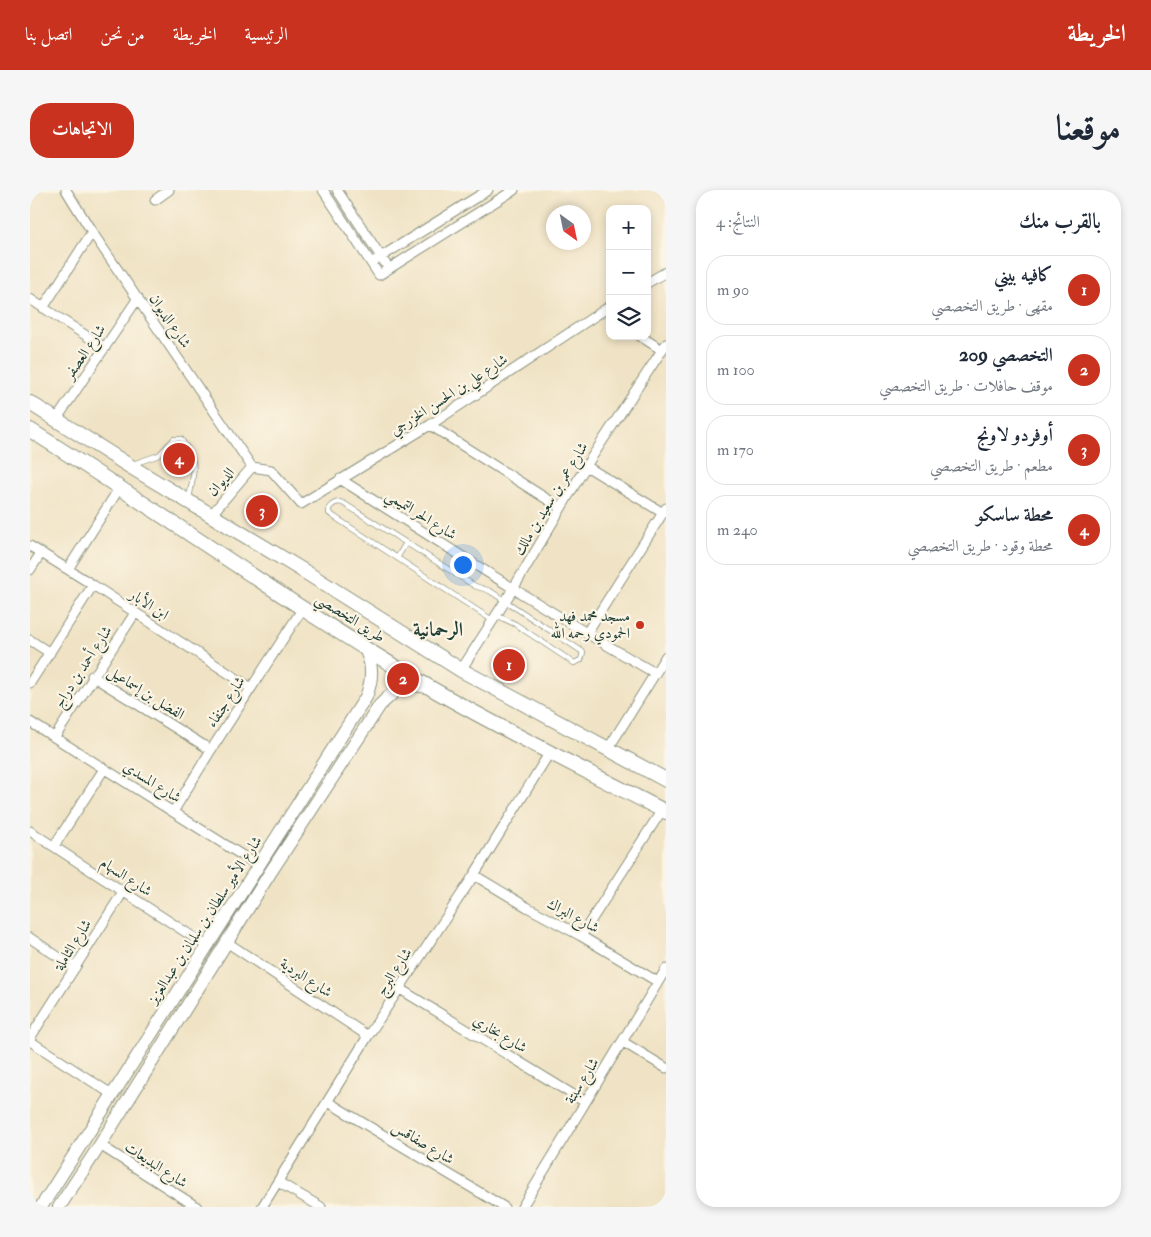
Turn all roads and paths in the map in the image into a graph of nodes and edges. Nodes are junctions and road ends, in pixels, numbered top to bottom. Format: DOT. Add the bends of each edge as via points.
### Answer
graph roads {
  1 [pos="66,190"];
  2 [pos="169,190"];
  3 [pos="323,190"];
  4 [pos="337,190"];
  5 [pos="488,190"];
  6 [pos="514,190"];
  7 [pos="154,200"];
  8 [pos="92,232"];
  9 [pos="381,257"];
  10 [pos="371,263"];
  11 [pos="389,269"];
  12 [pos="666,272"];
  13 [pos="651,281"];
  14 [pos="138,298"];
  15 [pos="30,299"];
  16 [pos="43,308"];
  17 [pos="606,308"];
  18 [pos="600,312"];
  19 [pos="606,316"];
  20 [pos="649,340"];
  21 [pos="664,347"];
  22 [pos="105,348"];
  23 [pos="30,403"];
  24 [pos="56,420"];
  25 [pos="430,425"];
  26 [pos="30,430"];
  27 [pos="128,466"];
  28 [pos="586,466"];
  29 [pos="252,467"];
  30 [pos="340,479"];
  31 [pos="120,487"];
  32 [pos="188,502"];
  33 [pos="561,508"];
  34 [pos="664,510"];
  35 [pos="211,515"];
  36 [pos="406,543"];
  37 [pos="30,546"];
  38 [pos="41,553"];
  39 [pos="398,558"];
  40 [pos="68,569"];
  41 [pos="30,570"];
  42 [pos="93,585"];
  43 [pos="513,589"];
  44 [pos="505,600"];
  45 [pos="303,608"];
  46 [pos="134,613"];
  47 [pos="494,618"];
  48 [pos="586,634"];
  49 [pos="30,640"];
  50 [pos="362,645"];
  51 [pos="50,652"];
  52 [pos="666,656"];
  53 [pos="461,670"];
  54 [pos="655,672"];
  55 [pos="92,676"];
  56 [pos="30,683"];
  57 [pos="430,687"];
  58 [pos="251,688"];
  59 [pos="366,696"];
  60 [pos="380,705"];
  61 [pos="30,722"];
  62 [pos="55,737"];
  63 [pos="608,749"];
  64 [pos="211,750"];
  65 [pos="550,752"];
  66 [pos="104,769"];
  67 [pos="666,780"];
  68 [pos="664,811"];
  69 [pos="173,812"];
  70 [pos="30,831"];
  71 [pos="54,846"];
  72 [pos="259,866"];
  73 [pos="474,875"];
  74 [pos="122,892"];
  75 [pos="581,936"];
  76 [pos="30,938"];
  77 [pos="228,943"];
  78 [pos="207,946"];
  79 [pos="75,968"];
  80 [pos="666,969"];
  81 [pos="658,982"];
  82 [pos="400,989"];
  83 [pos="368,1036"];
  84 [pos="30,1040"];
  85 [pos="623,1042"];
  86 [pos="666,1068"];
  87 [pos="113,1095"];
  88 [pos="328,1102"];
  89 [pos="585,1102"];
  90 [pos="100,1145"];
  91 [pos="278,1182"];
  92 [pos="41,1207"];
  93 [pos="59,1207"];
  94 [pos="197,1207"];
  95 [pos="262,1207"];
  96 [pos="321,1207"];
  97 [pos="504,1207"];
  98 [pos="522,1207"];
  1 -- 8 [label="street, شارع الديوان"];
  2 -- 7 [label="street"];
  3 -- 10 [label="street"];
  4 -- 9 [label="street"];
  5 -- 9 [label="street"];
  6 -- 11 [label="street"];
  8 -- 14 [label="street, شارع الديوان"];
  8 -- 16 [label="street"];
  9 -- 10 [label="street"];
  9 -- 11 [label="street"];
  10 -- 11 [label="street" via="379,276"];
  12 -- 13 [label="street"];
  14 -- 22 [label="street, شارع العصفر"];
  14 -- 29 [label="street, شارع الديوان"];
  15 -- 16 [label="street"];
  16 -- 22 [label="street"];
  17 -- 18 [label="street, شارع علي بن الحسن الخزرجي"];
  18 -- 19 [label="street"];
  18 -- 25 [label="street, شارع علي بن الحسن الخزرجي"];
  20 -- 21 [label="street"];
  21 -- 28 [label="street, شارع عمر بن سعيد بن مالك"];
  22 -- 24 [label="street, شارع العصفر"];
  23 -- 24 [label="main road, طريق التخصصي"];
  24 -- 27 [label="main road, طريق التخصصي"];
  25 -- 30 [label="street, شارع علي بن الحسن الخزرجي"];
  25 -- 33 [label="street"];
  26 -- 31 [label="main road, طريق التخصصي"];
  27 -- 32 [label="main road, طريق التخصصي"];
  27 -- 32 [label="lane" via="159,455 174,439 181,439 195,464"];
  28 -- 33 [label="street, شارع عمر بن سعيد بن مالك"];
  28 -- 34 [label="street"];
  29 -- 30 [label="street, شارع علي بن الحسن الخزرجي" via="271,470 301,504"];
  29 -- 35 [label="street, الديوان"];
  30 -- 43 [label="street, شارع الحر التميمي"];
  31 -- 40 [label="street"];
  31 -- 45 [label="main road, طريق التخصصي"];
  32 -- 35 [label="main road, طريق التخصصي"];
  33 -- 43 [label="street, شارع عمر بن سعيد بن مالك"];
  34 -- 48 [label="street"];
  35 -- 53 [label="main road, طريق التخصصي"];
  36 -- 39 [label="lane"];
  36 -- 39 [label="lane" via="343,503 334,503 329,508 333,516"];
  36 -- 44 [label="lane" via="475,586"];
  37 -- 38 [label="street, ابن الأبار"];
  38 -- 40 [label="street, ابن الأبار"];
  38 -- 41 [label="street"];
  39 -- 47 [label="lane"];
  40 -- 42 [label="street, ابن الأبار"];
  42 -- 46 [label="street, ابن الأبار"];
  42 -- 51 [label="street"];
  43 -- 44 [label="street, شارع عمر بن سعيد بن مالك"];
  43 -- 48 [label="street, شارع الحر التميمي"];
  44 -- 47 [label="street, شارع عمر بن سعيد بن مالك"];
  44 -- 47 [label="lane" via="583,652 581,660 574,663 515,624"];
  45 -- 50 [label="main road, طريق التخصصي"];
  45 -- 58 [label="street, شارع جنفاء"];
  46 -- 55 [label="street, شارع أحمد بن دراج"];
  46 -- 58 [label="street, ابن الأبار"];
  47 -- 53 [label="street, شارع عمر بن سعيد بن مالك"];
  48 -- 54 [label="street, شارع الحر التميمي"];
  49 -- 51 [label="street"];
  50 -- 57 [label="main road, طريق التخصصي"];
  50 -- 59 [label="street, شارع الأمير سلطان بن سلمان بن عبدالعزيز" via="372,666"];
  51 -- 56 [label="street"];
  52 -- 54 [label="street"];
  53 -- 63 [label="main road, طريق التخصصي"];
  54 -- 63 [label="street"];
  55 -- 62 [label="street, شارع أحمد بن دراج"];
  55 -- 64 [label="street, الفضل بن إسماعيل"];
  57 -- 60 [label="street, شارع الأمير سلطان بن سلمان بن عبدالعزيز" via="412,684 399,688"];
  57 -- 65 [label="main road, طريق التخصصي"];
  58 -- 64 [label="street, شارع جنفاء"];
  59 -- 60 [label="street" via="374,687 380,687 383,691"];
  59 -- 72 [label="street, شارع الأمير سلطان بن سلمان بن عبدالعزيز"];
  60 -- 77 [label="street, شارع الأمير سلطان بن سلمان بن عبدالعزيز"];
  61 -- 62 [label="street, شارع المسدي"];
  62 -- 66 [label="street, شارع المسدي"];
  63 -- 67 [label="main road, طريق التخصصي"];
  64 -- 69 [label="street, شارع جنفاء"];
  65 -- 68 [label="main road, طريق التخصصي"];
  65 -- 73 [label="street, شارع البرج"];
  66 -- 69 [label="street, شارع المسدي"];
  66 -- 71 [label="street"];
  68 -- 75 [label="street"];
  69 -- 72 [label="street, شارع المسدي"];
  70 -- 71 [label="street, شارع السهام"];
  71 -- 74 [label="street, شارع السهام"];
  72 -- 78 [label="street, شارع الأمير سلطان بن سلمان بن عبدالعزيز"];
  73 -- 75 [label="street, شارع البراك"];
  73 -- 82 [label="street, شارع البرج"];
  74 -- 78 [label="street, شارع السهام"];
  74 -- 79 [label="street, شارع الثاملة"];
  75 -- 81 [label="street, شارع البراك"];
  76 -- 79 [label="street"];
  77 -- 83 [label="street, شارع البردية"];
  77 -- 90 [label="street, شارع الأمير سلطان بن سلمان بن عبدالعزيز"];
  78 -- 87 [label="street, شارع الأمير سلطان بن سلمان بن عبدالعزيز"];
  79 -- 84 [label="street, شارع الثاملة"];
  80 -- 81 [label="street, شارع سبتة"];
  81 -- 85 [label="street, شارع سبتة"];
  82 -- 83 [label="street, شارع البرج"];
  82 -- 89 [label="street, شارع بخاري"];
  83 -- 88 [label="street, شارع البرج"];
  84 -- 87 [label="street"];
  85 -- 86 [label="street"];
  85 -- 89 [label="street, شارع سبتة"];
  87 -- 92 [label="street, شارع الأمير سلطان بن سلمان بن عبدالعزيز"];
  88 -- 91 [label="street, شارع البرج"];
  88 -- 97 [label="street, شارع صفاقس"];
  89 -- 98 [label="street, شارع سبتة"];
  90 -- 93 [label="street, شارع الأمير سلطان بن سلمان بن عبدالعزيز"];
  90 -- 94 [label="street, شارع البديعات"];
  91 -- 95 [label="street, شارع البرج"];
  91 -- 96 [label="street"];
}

--------------------------------------------------

Retrieve each line of the data in which the word "السهام" can be found.

  70 -- 71 [label="street, شارع السهام"];
  71 -- 74 [label="street, شارع السهام"];
  74 -- 78 [label="street, شارع السهام"];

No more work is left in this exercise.